** DATA TO EXAMINE follows **
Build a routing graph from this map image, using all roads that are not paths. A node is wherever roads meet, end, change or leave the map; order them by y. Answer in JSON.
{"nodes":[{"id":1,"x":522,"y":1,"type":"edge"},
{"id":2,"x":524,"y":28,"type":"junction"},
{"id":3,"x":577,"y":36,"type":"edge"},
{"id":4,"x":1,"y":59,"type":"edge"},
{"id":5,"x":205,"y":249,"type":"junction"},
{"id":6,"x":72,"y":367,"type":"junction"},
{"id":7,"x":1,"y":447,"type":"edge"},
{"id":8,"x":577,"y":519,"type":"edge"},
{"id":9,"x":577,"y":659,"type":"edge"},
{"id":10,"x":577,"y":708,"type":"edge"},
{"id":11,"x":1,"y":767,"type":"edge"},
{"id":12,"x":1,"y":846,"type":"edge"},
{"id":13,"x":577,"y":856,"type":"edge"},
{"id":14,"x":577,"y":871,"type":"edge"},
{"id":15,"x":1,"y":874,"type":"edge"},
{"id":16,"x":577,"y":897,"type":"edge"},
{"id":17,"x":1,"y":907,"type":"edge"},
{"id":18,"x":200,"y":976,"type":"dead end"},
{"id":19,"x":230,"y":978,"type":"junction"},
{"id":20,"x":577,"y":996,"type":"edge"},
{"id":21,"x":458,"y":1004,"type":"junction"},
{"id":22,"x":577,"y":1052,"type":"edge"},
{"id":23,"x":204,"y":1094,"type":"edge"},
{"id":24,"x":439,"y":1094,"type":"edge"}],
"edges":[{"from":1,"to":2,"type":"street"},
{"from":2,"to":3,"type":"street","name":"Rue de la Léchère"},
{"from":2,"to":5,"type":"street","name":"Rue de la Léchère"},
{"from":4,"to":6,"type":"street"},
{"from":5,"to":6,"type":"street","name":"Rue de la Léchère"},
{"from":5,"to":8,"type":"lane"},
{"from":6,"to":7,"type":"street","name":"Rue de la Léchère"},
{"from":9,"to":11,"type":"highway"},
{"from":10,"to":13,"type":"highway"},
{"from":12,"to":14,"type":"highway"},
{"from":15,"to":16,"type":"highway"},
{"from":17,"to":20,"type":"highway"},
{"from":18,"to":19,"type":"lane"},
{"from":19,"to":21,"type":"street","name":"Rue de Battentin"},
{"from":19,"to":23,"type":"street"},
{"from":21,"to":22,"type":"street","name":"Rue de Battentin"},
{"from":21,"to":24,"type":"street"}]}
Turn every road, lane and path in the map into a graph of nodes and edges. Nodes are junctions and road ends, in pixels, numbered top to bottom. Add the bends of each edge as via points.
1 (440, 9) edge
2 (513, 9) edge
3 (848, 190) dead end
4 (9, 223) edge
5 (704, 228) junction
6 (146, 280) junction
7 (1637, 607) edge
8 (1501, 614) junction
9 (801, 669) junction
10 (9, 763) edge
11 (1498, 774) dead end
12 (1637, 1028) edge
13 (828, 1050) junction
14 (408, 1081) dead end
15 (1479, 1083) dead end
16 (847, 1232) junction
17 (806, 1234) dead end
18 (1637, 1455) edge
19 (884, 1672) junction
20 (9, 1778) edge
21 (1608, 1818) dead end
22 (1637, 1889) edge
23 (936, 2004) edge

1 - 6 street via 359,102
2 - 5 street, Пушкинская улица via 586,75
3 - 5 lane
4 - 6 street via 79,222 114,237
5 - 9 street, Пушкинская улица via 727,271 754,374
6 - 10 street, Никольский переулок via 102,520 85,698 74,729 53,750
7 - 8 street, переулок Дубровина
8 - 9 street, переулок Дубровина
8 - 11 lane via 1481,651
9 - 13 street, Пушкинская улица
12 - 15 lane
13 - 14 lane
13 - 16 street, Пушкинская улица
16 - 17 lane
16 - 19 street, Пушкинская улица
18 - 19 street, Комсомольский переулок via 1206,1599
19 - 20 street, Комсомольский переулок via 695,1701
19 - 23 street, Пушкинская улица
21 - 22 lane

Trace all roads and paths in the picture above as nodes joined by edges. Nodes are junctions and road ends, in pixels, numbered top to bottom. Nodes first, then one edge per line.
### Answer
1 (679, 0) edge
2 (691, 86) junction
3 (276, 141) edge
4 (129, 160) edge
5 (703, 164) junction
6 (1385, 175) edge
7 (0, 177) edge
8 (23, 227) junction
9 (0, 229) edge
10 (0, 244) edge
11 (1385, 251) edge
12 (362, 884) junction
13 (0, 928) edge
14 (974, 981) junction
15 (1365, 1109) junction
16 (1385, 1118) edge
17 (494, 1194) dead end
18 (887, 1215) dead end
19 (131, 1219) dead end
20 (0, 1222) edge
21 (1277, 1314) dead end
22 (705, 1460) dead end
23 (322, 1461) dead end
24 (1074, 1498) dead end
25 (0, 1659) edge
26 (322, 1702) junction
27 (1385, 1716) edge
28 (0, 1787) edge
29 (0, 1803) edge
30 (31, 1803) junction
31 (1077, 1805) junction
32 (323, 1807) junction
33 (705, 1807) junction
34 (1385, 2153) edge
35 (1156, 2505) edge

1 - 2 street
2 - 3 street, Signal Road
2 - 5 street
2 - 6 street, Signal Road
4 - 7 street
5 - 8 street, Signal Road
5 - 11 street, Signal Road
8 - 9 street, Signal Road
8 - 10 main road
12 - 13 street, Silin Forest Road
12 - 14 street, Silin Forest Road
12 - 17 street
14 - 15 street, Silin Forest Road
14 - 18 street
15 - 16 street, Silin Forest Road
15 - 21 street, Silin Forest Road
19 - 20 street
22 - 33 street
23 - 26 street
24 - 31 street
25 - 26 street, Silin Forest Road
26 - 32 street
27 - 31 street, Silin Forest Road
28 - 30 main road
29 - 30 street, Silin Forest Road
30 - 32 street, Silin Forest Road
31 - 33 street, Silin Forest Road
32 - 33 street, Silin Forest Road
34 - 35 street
** End of DATA TO EXAMINE **
**TASK TO COMPLETE:** Repeat the data in full, matching each line exactly.

**RESULT:**
Build a routing graph from this map image, using all roads that are not paths. A node is wherever roads meet, end, change or leave the map; order them by y. Answer in JSON.
{"nodes":[{"id":1,"x":522,"y":1,"type":"edge"},
{"id":2,"x":524,"y":28,"type":"junction"},
{"id":3,"x":577,"y":36,"type":"edge"},
{"id":4,"x":1,"y":59,"type":"edge"},
{"id":5,"x":205,"y":249,"type":"junction"},
{"id":6,"x":72,"y":367,"type":"junction"},
{"id":7,"x":1,"y":447,"type":"edge"},
{"id":8,"x":577,"y":519,"type":"edge"},
{"id":9,"x":577,"y":659,"type":"edge"},
{"id":10,"x":577,"y":708,"type":"edge"},
{"id":11,"x":1,"y":767,"type":"edge"},
{"id":12,"x":1,"y":846,"type":"edge"},
{"id":13,"x":577,"y":856,"type":"edge"},
{"id":14,"x":577,"y":871,"type":"edge"},
{"id":15,"x":1,"y":874,"type":"edge"},
{"id":16,"x":577,"y":897,"type":"edge"},
{"id":17,"x":1,"y":907,"type":"edge"},
{"id":18,"x":200,"y":976,"type":"dead end"},
{"id":19,"x":230,"y":978,"type":"junction"},
{"id":20,"x":577,"y":996,"type":"edge"},
{"id":21,"x":458,"y":1004,"type":"junction"},
{"id":22,"x":577,"y":1052,"type":"edge"},
{"id":23,"x":204,"y":1094,"type":"edge"},
{"id":24,"x":439,"y":1094,"type":"edge"}],
"edges":[{"from":1,"to":2,"type":"street"},
{"from":2,"to":3,"type":"street","name":"Rue de la Léchère"},
{"from":2,"to":5,"type":"street","name":"Rue de la Léchère"},
{"from":4,"to":6,"type":"street"},
{"from":5,"to":6,"type":"street","name":"Rue de la Léchère"},
{"from":5,"to":8,"type":"lane"},
{"from":6,"to":7,"type":"street","name":"Rue de la Léchère"},
{"from":9,"to":11,"type":"highway"},
{"from":10,"to":13,"type":"highway"},
{"from":12,"to":14,"type":"highway"},
{"from":15,"to":16,"type":"highway"},
{"from":17,"to":20,"type":"highway"},
{"from":18,"to":19,"type":"lane"},
{"from":19,"to":21,"type":"street","name":"Rue de Battentin"},
{"from":19,"to":23,"type":"street"},
{"from":21,"to":22,"type":"street","name":"Rue de Battentin"},
{"from":21,"to":24,"type":"street"}]}
Turn every road, lane and path in the map into a graph of nodes and edges. Nodes are junctions and road ends, in pixels, numbered top to bottom. Add the bends of each edge as via points.
1 (440, 9) edge
2 (513, 9) edge
3 (848, 190) dead end
4 (9, 223) edge
5 (704, 228) junction
6 (146, 280) junction
7 (1637, 607) edge
8 (1501, 614) junction
9 (801, 669) junction
10 (9, 763) edge
11 (1498, 774) dead end
12 (1637, 1028) edge
13 (828, 1050) junction
14 (408, 1081) dead end
15 (1479, 1083) dead end
16 (847, 1232) junction
17 (806, 1234) dead end
18 (1637, 1455) edge
19 (884, 1672) junction
20 (9, 1778) edge
21 (1608, 1818) dead end
22 (1637, 1889) edge
23 (936, 2004) edge

1 - 6 street via 359,102
2 - 5 street, Пушкинская улица via 586,75
3 - 5 lane
4 - 6 street via 79,222 114,237
5 - 9 street, Пушкинская улица via 727,271 754,374
6 - 10 street, Никольский переулок via 102,520 85,698 74,729 53,750
7 - 8 street, переулок Дубровина
8 - 9 street, переулок Дубровина
8 - 11 lane via 1481,651
9 - 13 street, Пушкинская улица
12 - 15 lane
13 - 14 lane
13 - 16 street, Пушкинская улица
16 - 17 lane
16 - 19 street, Пушкинская улица
18 - 19 street, Комсомольский переулок via 1206,1599
19 - 20 street, Комсомольский переулок via 695,1701
19 - 23 street, Пушкинская улица
21 - 22 lane

Trace all roads and paths in the picture above as nodes joined by edges. Nodes are junctions and road ends, in pixels, numbered top to bottom. Nodes first, then one edge per line.
### Answer
1 (679, 0) edge
2 (691, 86) junction
3 (276, 141) edge
4 (129, 160) edge
5 (703, 164) junction
6 (1385, 175) edge
7 (0, 177) edge
8 (23, 227) junction
9 (0, 229) edge
10 (0, 244) edge
11 (1385, 251) edge
12 (362, 884) junction
13 (0, 928) edge
14 (974, 981) junction
15 (1365, 1109) junction
16 (1385, 1118) edge
17 (494, 1194) dead end
18 (887, 1215) dead end
19 (131, 1219) dead end
20 (0, 1222) edge
21 (1277, 1314) dead end
22 (705, 1460) dead end
23 (322, 1461) dead end
24 (1074, 1498) dead end
25 (0, 1659) edge
26 (322, 1702) junction
27 (1385, 1716) edge
28 (0, 1787) edge
29 (0, 1803) edge
30 (31, 1803) junction
31 (1077, 1805) junction
32 (323, 1807) junction
33 (705, 1807) junction
34 (1385, 2153) edge
35 (1156, 2505) edge

1 - 2 street
2 - 3 street, Signal Road
2 - 5 street
2 - 6 street, Signal Road
4 - 7 street
5 - 8 street, Signal Road
5 - 11 street, Signal Road
8 - 9 street, Signal Road
8 - 10 main road
12 - 13 street, Silin Forest Road
12 - 14 street, Silin Forest Road
12 - 17 street
14 - 15 street, Silin Forest Road
14 - 18 street
15 - 16 street, Silin Forest Road
15 - 21 street, Silin Forest Road
19 - 20 street
22 - 33 street
23 - 26 street
24 - 31 street
25 - 26 street, Silin Forest Road
26 - 32 street
27 - 31 street, Silin Forest Road
28 - 30 main road
29 - 30 street, Silin Forest Road
30 - 32 street, Silin Forest Road
31 - 33 street, Silin Forest Road
32 - 33 street, Silin Forest Road
34 - 35 street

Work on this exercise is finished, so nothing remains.